Within the Collaborative European Neurotrauma Effectiveness Research in TBI (CENTER-TBI) ICU cohort, Åkerlund et al. [10] identified six candidate endotypes based on admission physiology and biochemical markers, using a probabilistic clustering model. These endotypes were distinguished by GCS score and degree of metabolic derangement, including glucose, core temperature, pH, lactate, base excess, arterial partial pressure of carbon dioxide, oxygen saturation, and creatinine. Notably, two different pictures of metabolic derangement emerged, where one was characterised by a general stress response, while the other was associated with extracranial injuries.

By solely focusing on intracranial pressure (ICP) trajectories over time, Jha et al. [11] identified six phenotypic temporal profiles by applying the longitudinal clustering method group-based trajectory means (GBTM). Not only did the trajectories with high ICP show relations with unfavourable outcomes, but so did two trajectories with low ICP levels. Furthermore, the expression of the gene ABCC8 (coding for the sulfonylurea receptor-1, a known edema regulator) was different between the identified groups.

The identified candidate endotypes of TBI all go beyond a description by GCS at presentation, indicating underlying important pathobiological mechanisms. Data-driven unsupervised clustering methods have been used to identify and describe the proposed endotypes, and although no information on outcome was used in the models, all described phenotypes were informative on the outcome. However, they are not hypothesis-free but largely depending on the features included in the models. In addition, different methods have been used, which further may explain the differences in presentation.

The proposed subclassifications of TBI patients are biologically plausible subtraits to individualise treatment. The intracranial lesion phenotypes and the haematological endotypes have been validated in external datasets showing good generalizability. Inclusion of brain biomarkers such as glial fibrillary acidic protein (GFAP) and ubiquitin carboxy-terminal hydrolase L1 (UCH-L1) may further refine the suggested phenotypes to increase the probability of clinical relevance, as these features have shown to improve outcome predictions [12].

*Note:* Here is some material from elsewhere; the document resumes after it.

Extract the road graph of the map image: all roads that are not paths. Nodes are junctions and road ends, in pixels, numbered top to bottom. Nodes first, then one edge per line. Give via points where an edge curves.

Methodological considerations

The phenotypes described above have all been developed using clustering algorithms grouping of patients with similar characteristics with no information on outcome in what are often complex, high-dimensional data. Clustering algorithms are methodologically challenging and identifying a principled number of robust clusters requires substantial effort to do well.

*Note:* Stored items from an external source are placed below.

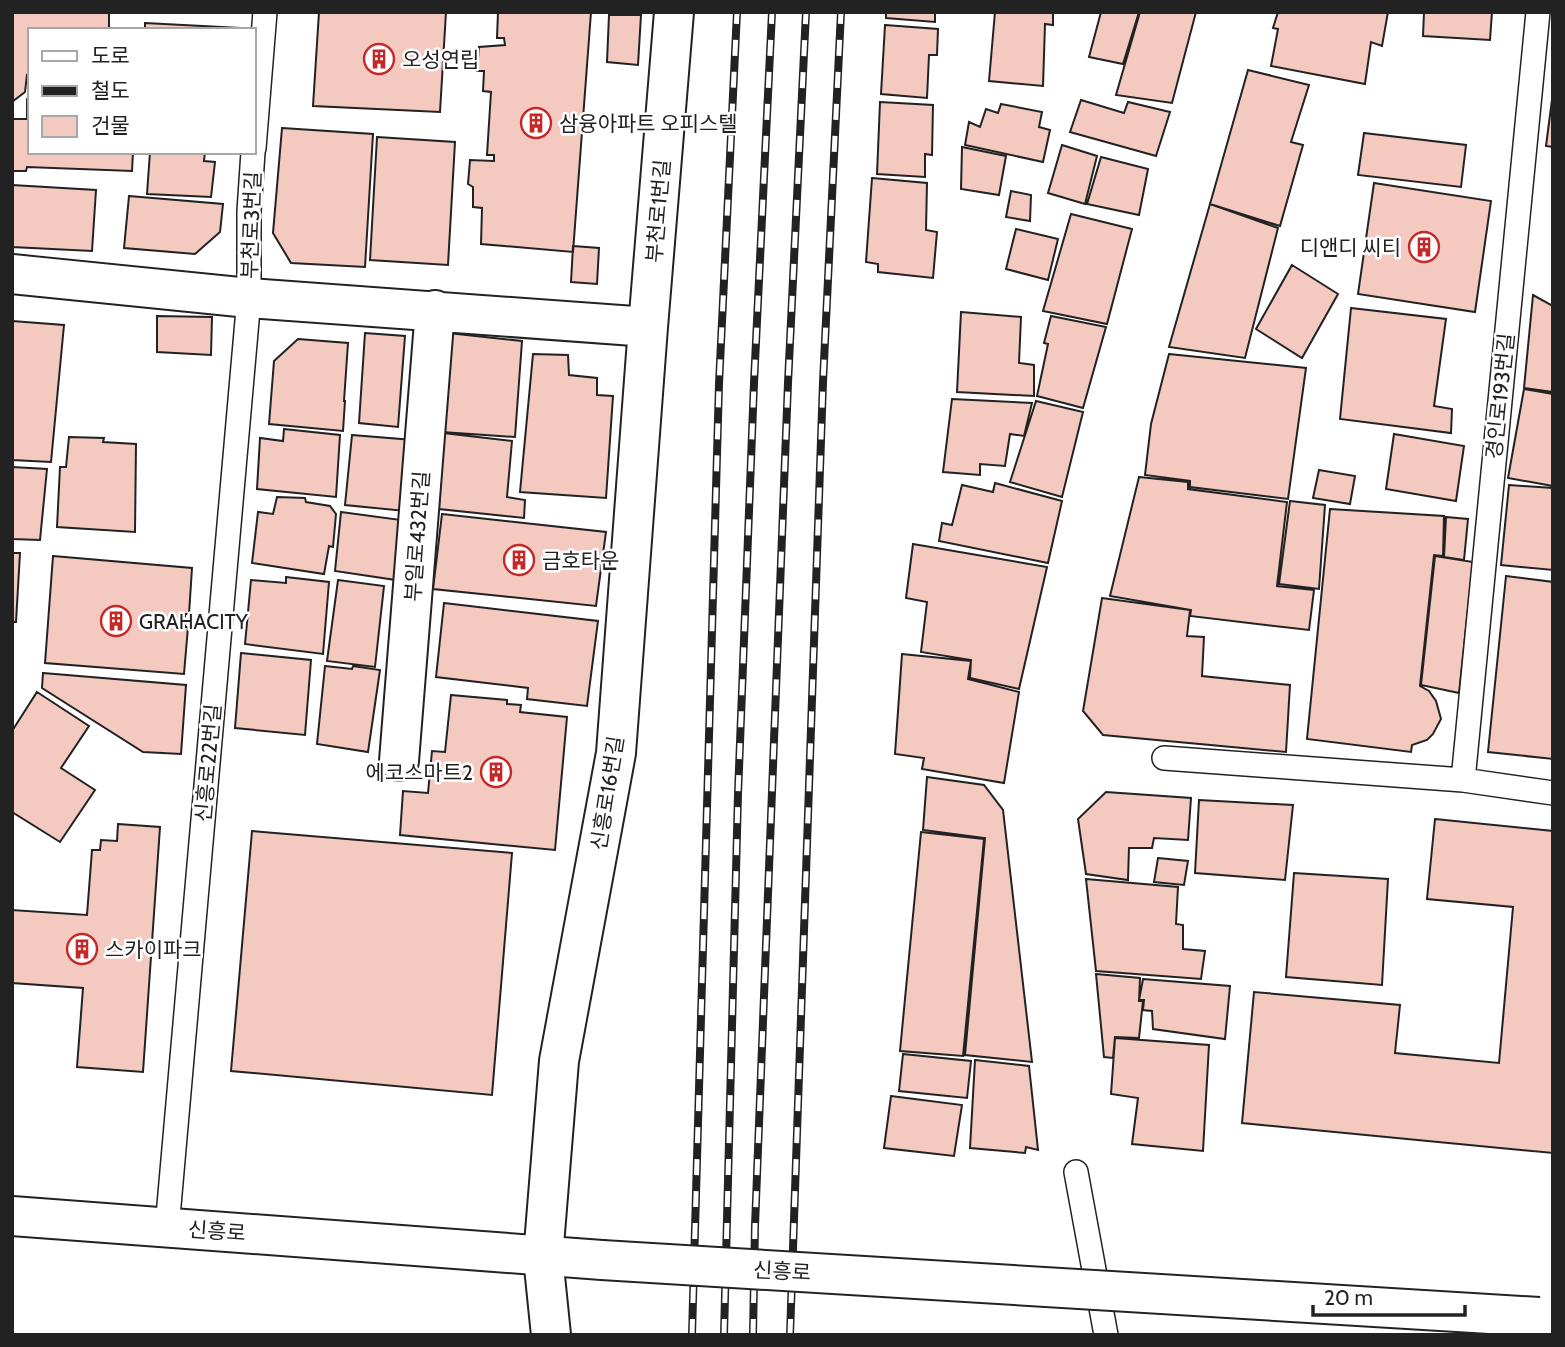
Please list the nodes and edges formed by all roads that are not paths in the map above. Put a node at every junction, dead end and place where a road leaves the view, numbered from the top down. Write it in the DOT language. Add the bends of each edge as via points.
graph roads {
  1 [pos="265,12"];
  2 [pos="674,12"];
  3 [pos="1538,12"];
  4 [pos="256,125"];
  5 [pos="254,154"];
  6 [pos="12,274"];
  7 [pos="249,298"];
  8 [pos="435,310"];
  9 [pos="648,327"];
  10 [pos="1164,758"];
  11 [pos="399,761"];
  12 [pos="1463,780"];
  13 [pos="1553,793"];
  14 [pos="1076,1172"];
  15 [pos="12,1216"];
  16 [pos="167,1227"];
  17 [pos="543,1257"];
  18 [pos="1546,1317"];
  19 [pos="551,1335"];
  20 [pos="1106,1335"];
  1 -- 4 [label="lane, 부천로3번길"];
  2 -- 9 [label="street, 부천로1번길"];
  3 -- 12 [label="lane, 경인로193번길"];
  5 -- 7 [label="lane, 부천로3번길"];
  6 -- 7 [label="street"];
  7 -- 8 [label="street"];
  7 -- 16 [label="lane, 신흥로22번길"];
  8 -- 9 [label="street"];
  8 -- 11 [label="street, 부일로432번길"];
  9 -- 17 [label="street, 신흥로16번길" via="616,753 559,1061"];
  10 -- 12 [label="lane"];
  12 -- 13 [label="lane"];
  14 -- 20 [label="lane"];
  15 -- 16 [label="street, 신흥로"];
  16 -- 17 [label="street, 신흥로"];
  17 -- 18 [label="street, 신흥로, bridge"];
  17 -- 19 [label="street, 신흥로16번길"];
}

First, one has to decide which clustering algorithm should be used. Relatedly there are a variety of choices for what metric is to be used to define ‘similarity’ between two data points. Whilst to some extent the chosen method may be dictated by the data type, it is important to note that it is not given that two methods will produce the same result. Parameter selection, choice of an ‘optimal’ number of clusters and assuring that the clustering obtained is robust are steps which often receive relatively little attention; yet any inferences are critically dependent on these being done well and sensitivity analysis is vital. Demonstrating robustness to modelling assumptions and external validation are crucial steps. After external validation, restratification according to the proposed subgroups of study cohorts in previous interventional studies should be performed, to investigate treatment effects in the hypothesised groups.

Take-home messages

Clustering has been shown to be a promising technique for discovering endotypes that are biologically both plausible and interesting. However, clustering is methodologically challenging and both authors and peer reviewers should be cognizant of this. Whether data-driven endotypes are clinically useful will depend on whether patients in different clusters respond differently to different treatment choices, as is the case for ARDS and sepsis. This requires prospective assessment (or retrospective evaluation in a prospectively collected interventional dataset) and this has not yet taken place. The endotypes give interesting biological insights, but further studies are needed before we can know whether they can help to improve TBI outcomes.